Two Muslim men have claimed they were fired from their security guard postings at a Paris airport because of the length of their beards, even though one insists it was nothing but “hipster fashion”.

Soon after the November terror attacks in Paris, management at Orly airport rounded up several male staff members, all of them Muslim and all of them bearded, reported Le Parisien newspaper.

The men were all informed that with passengers on edge, it would be appreciated if they could all trim their beards to adhere to strict grooming policy.

Most of the men complied, but two did not, and launched discrimination complaints. They were both fired just days later.

One of the men, a 28-year-old called Bachir who had worked as a security guard for five years, said his beard had attracted negative comments from colleagues before, with one supervisor “offering to bring in a lawnmower”.

But he claimed that his beard “was for fashion, in a hipster style... and not for religion”, he told Le Parisien.

He also said that he had suffered disparaging comments about his Muslim faith too.

A spokesperson from the company that the men worked for, Swedish security firm Securitas, told AFP that Bachir had been laid off for “serious breaches” of the company’s rules.

The man’s beard was “an additional, but not essential factor” in his dismissal, which was also related to a series of absences, lateness, and too much “chattering” at work.

While it may be impossible to know for sure exactly why the man was fired, the firm hasn’t had the best reputation with laying off employees in the past, with another ex-worker coming out of the woodwork since Thursday’s story made headlines across France.

34-year-old Bechir told BFM TVthat he suspects he was also fired by the company for his beard.

He was officially told that he lost his job in June - long before the terror attacks - because he was “medically unfit”.

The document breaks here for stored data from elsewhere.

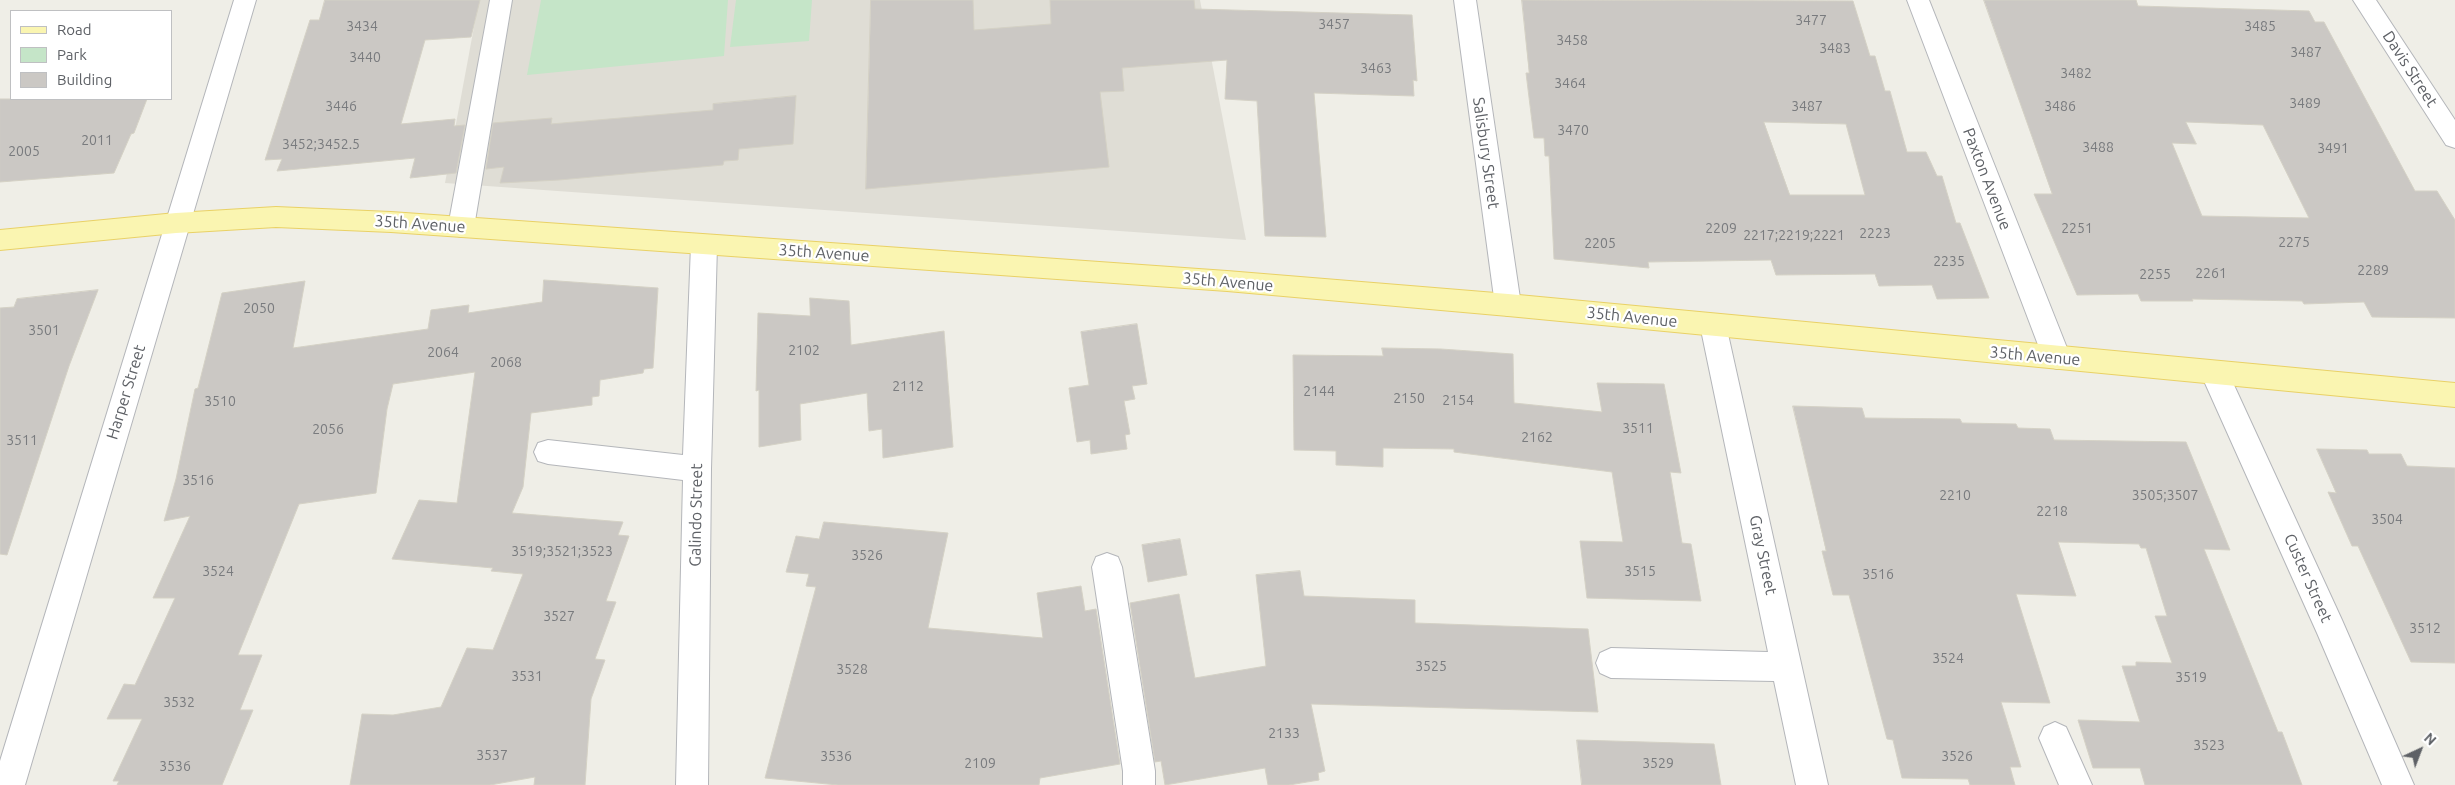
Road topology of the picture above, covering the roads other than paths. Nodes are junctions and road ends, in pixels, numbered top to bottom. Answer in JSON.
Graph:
{"nodes":[{"id":1,"x":245,"y":0,"type":"edge"},
{"id":2,"x":501,"y":0,"type":"edge"},
{"id":3,"x":1465,"y":0,"type":"edge"},
{"id":4,"x":1918,"y":0,"type":"edge"},
{"id":5,"x":2364,"y":0,"type":"edge"},
{"id":6,"x":2455,"y":139,"type":"edge"},
{"id":7,"x":176,"y":223,"type":"junction"},
{"id":8,"x":461,"y":227,"type":"junction"},
{"id":9,"x":0,"y":240,"type":"edge"},
{"id":10,"x":704,"y":245,"type":"junction"},
{"id":11,"x":1508,"y":305,"type":"junction"},
{"id":12,"x":1713,"y":325,"type":"junction"},
{"id":13,"x":2057,"y":358,"type":"junction"},
{"id":14,"x":2214,"y":372,"type":"junction"},
{"id":15,"x":2455,"y":395,"type":"edge"},
{"id":16,"x":548,"y":452,"type":"dead end"},
{"id":17,"x":697,"y":469,"type":"junction"},
{"id":18,"x":1107,"y":567,"type":"dead end"},
{"id":19,"x":1612,"y":663,"type":"dead end"},
{"id":20,"x":1788,"y":667,"type":"junction"},
{"id":21,"x":2055,"y":738,"type":"dead end"},
{"id":22,"x":9,"y":785,"type":"edge"},
{"id":23,"x":692,"y":785,"type":"edge"},
{"id":24,"x":1139,"y":785,"type":"edge"},
{"id":25,"x":1812,"y":785,"type":"edge"},
{"id":26,"x":2076,"y":785,"type":"edge"},
{"id":27,"x":2398,"y":785,"type":"edge"}],
"edges":[{"from":1,"to":7,"type":"street","name":"Harper Street"},
{"from":2,"to":8,"type":"street"},
{"from":3,"to":11,"type":"street","name":"Salisbury Street"},
{"from":4,"to":13,"type":"street","name":"Paxton Avenue"},
{"from":5,"to":6,"type":"street","name":"Davis Street"},
{"from":7,"to":8,"type":"main road","name":"35th Avenue"},
{"from":7,"to":9,"type":"main road","name":"35th Avenue"},
{"from":7,"to":22,"type":"street","name":"Harper Street"},
{"from":8,"to":10,"type":"main road","name":"35th Avenue"},
{"from":10,"to":11,"type":"main road","name":"35th Avenue"},
{"from":10,"to":17,"type":"street","name":"Galindo Street"},
{"from":11,"to":12,"type":"main road","name":"35th Avenue"},
{"from":12,"to":13,"type":"main road","name":"35th Avenue"},
{"from":12,"to":20,"type":"street","name":"Gray Street"},
{"from":13,"to":14,"type":"main road","name":"35th Avenue"},
{"from":14,"to":15,"type":"main road","name":"35th Avenue"},
{"from":14,"to":27,"type":"street","name":"Custer Street"},
{"from":16,"to":17,"type":"street"},
{"from":17,"to":23,"type":"street","name":"Galindo Street"},
{"from":18,"to":24,"type":"street"},
{"from":19,"to":20,"type":"street"},
{"from":20,"to":25,"type":"street","name":"Gray Street"},
{"from":21,"to":26,"type":"street"}]}
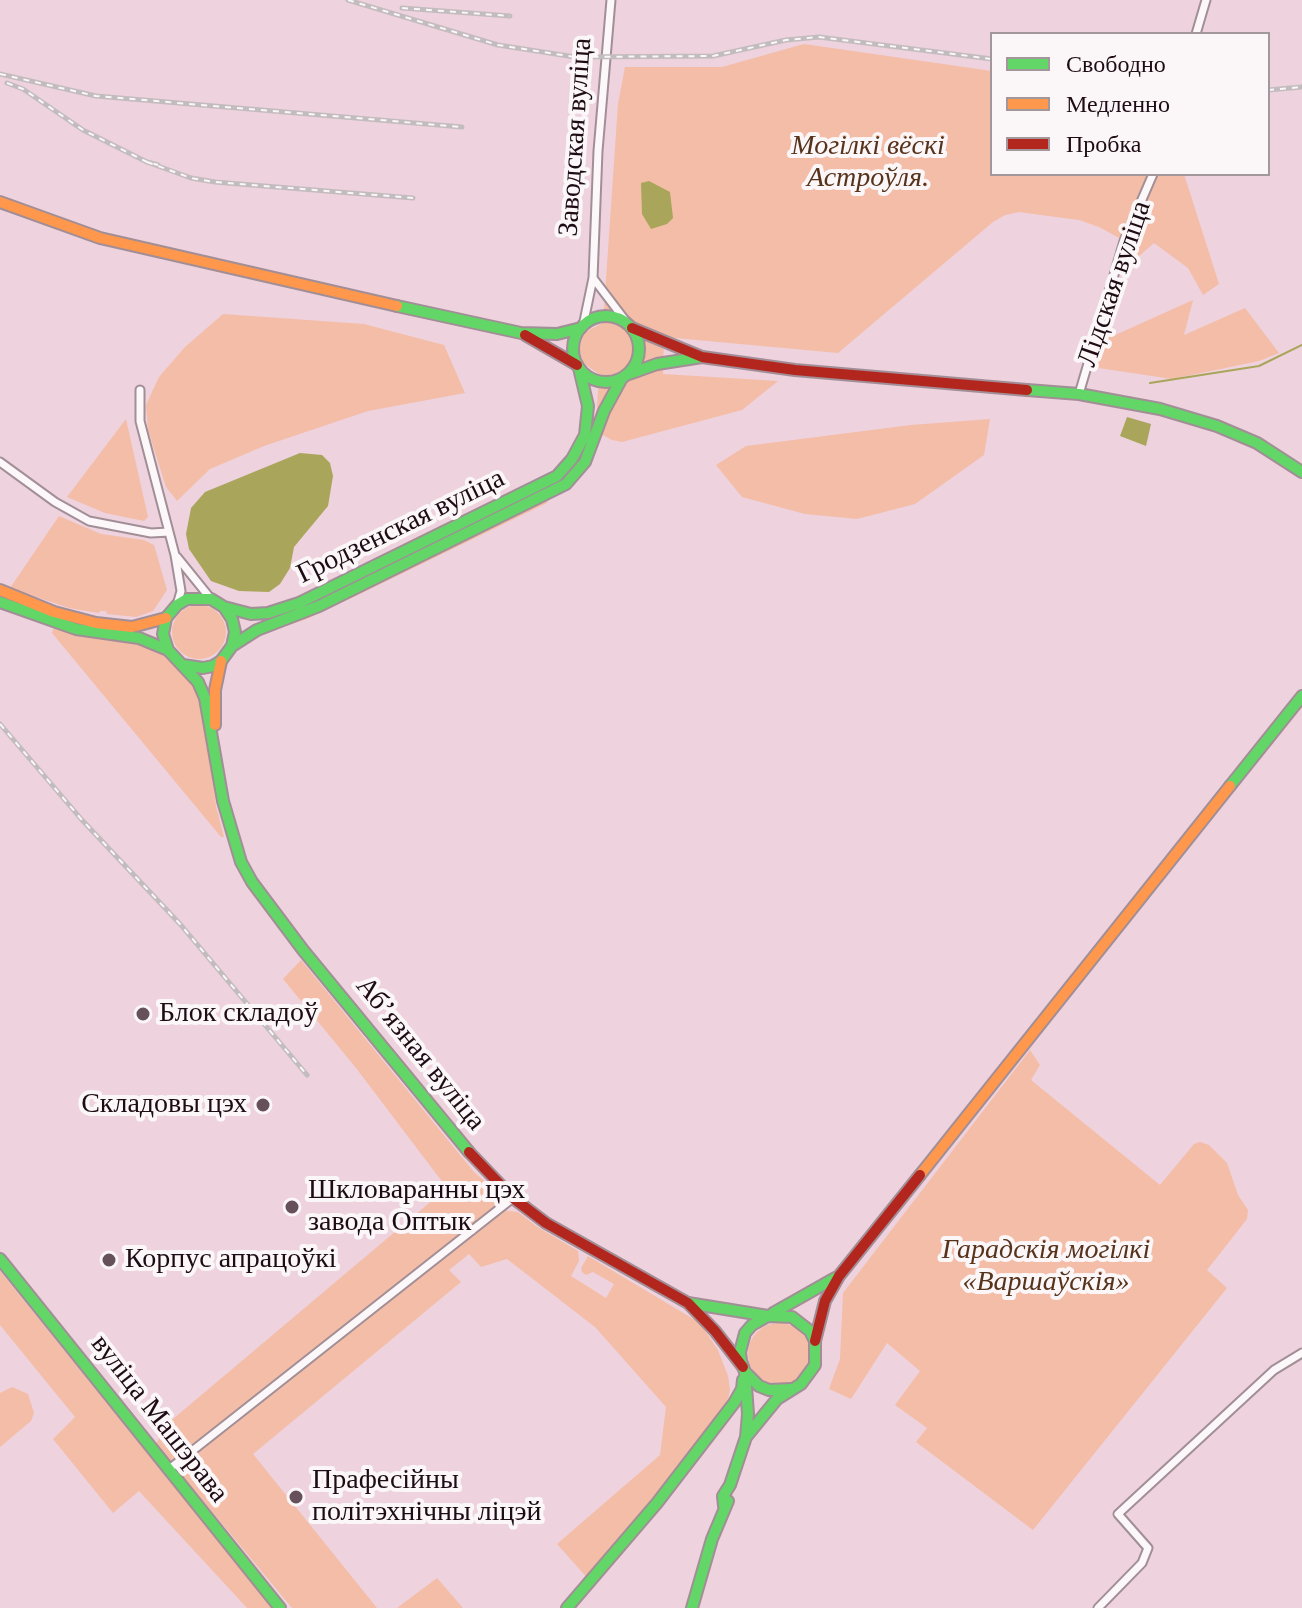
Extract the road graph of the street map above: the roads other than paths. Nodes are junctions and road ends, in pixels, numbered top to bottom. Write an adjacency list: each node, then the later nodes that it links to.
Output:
1 (611, 0): 6 (street, Заводская вуліца)
2 (1206, 0): 3 (street)
3 (1197, 32)
4 (1152, 176): 14 (street, Лідская вуліца)
5 (0, 202): 9 (main road)
6 (593, 278): 7 (street, Заводская вуліца); 8 (street, Заводская вуліца)
7 (630, 326): 8 (main road); 10 (main road); 12 (main road)
8 (582, 327): 9 (main road); 11 (main road)
9 (521, 333): 11 (main road)
10 (702, 357): 12 (main road); 14 (main road)
11 (578, 366): 12 (main road); 23 (main road, Гродзенская вуліца)
12 (625, 376): 25 (main road, Гродзенская вуліца)
13 (140, 390): 17 (street)
14 (1079, 394): 16 (main road)
15 (0, 462): 17 (street)
16 (1302, 472)
17 (169, 532): 18 (street)
18 (175, 555): 20 (street); 22 (street)
19 (0, 590): 24 (main road)
20 (211, 599): 22 (main road); 23 (main road)
21 (0, 602): 26 (main road, Абʼязная вуліца)
22 (177, 605): 24 (main road)
23 (224, 607): 25 (main road)
24 (166, 618): 26 (main road)
25 (232, 646): 27 (main road, Абʼязная вуліца)
26 (168, 650): 28 (main road, Абʼязная вуліца)
27 (221, 661): 28 (main road); 30 (main road, Абʼязная вуліца)
28 (183, 665): 30 (main road, Абʼязная вуліца)
29 (1302, 696): 33 (main road)
30 (216, 753): 31 (main road, Абʼязная вуліца)
31 (513, 1198): 34 (main road, Абʼязная вуліца); 43 (street)
32 (0, 1259): 43 (main road, вуліца Машэрава)
33 (839, 1276): 35 (main road); 36 (main road)
34 (688, 1303): 35 (main road, Абʼязная вуліца); 38 (main road, Абʼязная вуліца)
35 (768, 1316): 36 (main road); 38 (main road)
36 (815, 1341): 39 (main road)
37 (1302, 1353): 47 (street)
38 (744, 1370): 39 (main road); 40 (main road); 41 (main road)
39 (791, 1389): 42 (main road)
40 (748, 1414): 41 (main road); 42 (main road)
41 (716, 1426): 45 (main road)
42 (746, 1437): 46 (main road)
43 (168, 1470): 44 (main road, вуліца Машэрава)
44 (280, 1608)
45 (567, 1608)
46 (692, 1608)
47 (1098, 1608)

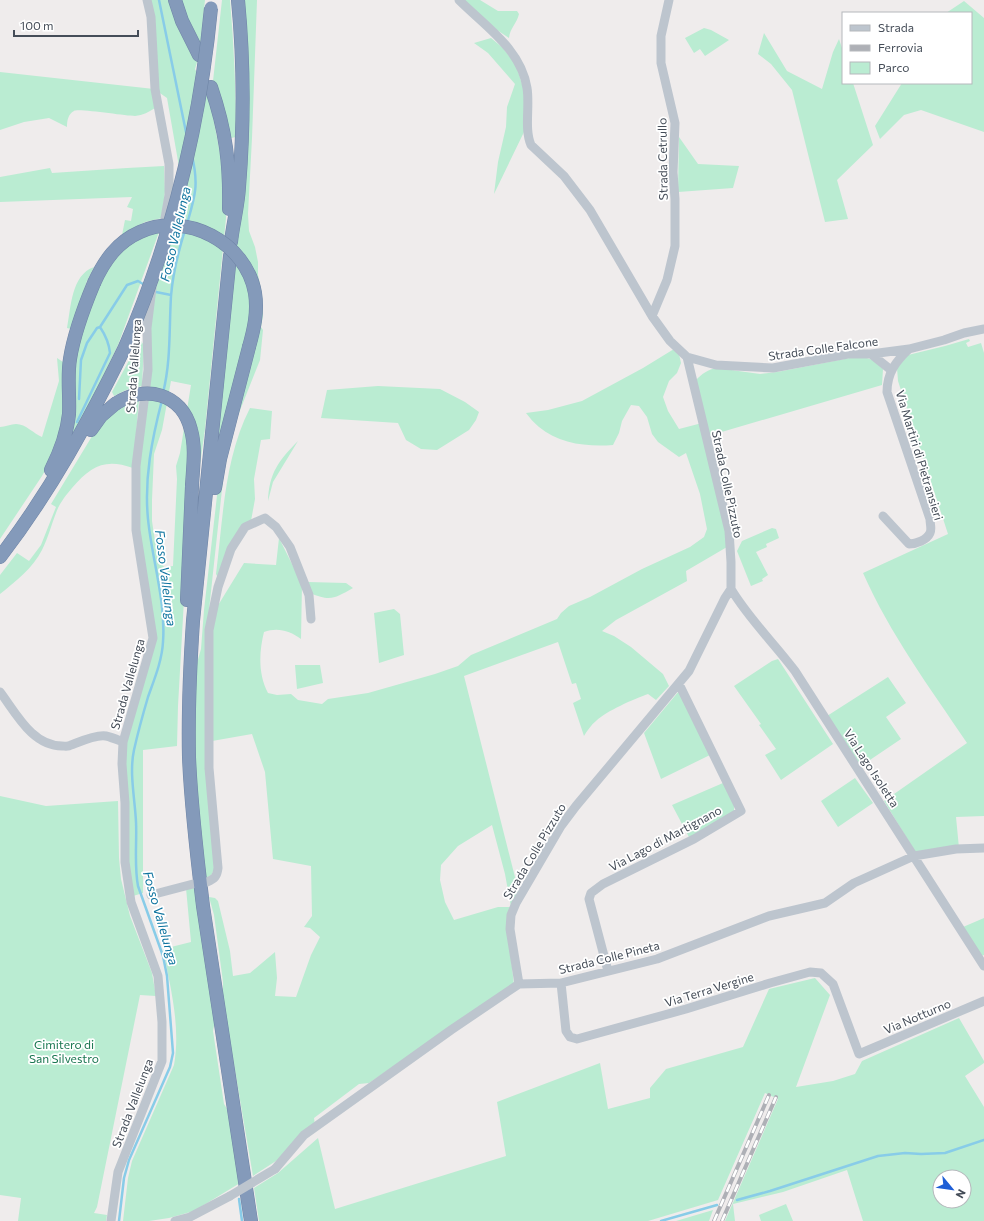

A lawyer has taken on the case of both Bachir and Bechir, telling BFM TV that he is concerned that some companies have turned to “paranoia” since the attacks.

Security has heightened, meanwhile, at both the Orly airport and Charles de Gaulle north of Paris.

Secure-zone clearance was withdrawn at the weekend for nearly 70 people working at two airports following the November 13th terror attacks on the French capital.

This means that 70 fewer people are allowed to enter the secure zones of the airports, where work is carried out by baggage handlers, aircraft cleaners and suppliers.

The move came after a mass screening by the Aeroports de Paris, and that the 70 withdrawn badges were “mainly for cases of radicalization”, the company CEO told AFP.